Wednesday, February 16, 2011

Healthier Filipino?

With aging family and their accompanying health issues, it's always a challenge finding new ways to enhance their diets while respecting the lifestyle and habits they're used to. Let's face it: it's difficult to ask someone who's lived for so long to make drastic changes to the way they've lived for so many years. I mean, they gotten by okay this far, right? Besides, I need to find ways to make the food I love enjoyable for my little one, too.



One of my favorite things to do is find ways to make some of the dishes I've grown up with slightly healthier. Yes, it does change the way they taste slightly... but you got to give a little if you're going to take a little. Take adobo, for example. I can't help but wonder if the original dish started similarly because it's hard to believe that people consumed so much MEAT in an island country without throwing in veggies to supplement. Haha!

Then again, I do remember an old college friend of mine confessing to me, after eating adobo for the first time, "Karm... I actually ate a chunk of fat... and you know what? I tasted GOOD! I wanted to eat all of the fat on the meat." Take that, health freaks! ;)

When I make the adobo, I often use boneless, skinless chicken thighs. To cut on cost at times (when I have the time to spare, of couse), I will buy the bone-in skin-on thighs and de-bone/de-skin them myself... and I trim off a bit of the fat. An old roommate of mine used to only use chicken breast, but I find chicken breast dry and uninviting. While dark meat is fatty, chicken thighs tend to be more economical as chicken breast... and just about as "healthy." Besides, they're one of the recommended meats in the hypertension-battling DASH diet.

When I cook the adobo, I tend to brown the chicken first and then proceed to cook the rest like a stew... and then I add all kinds of veggies, including (ta-da) zucchini! It gets very colorful and tasty... and I'm sure that there are other variations of veggies I can add, especially if I have to take the beans away (for my father's gout... poor guy!).

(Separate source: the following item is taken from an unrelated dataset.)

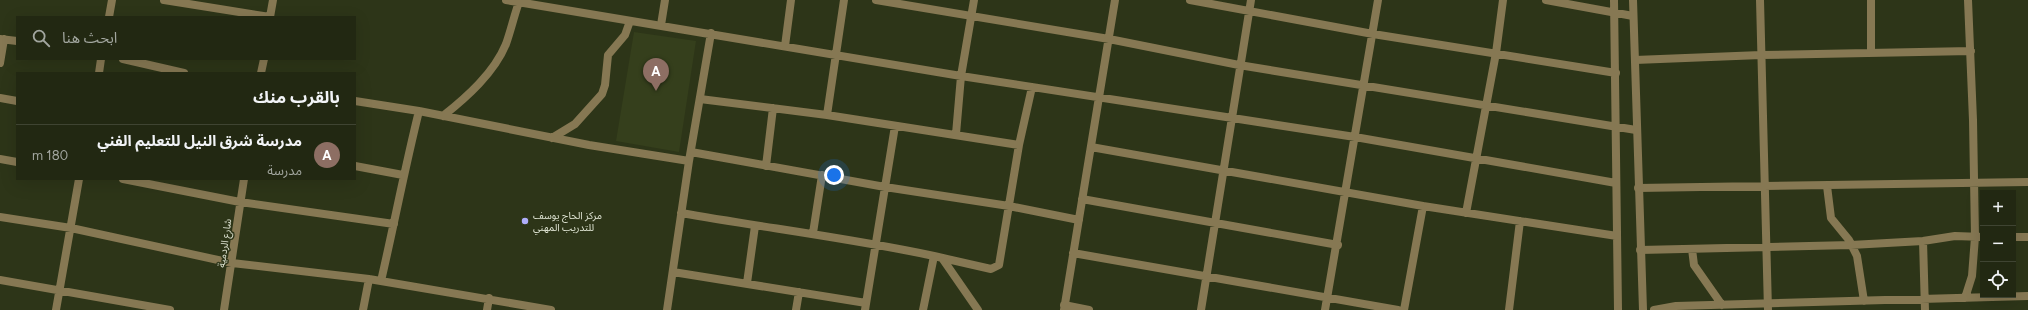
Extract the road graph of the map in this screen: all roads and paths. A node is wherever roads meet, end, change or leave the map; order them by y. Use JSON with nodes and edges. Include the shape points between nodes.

Anyhow, the end-product is still delicious and wrought with much vinegar-soaked glory. My husband is happy with the addition of veggies (since he's very health-conscious), and it gets my son to chomp down on veggies happily... AND, at the very least, my parents happily tolerate it when they have to eat it. ;)

On another note, my son (in his pickiness) also loooooooves SPAM with a passion. Luckily, I tricked him into eating the low sodium stuff. While most white people cringe at the thought of him eating "ham in a can," I don't mind it at all, since it gives me an excuse to make some, too! Besides, it's fun and easy to present it in a cute little package.



I can't wait until he's big enough to manage a Spam Musubi on his own. :)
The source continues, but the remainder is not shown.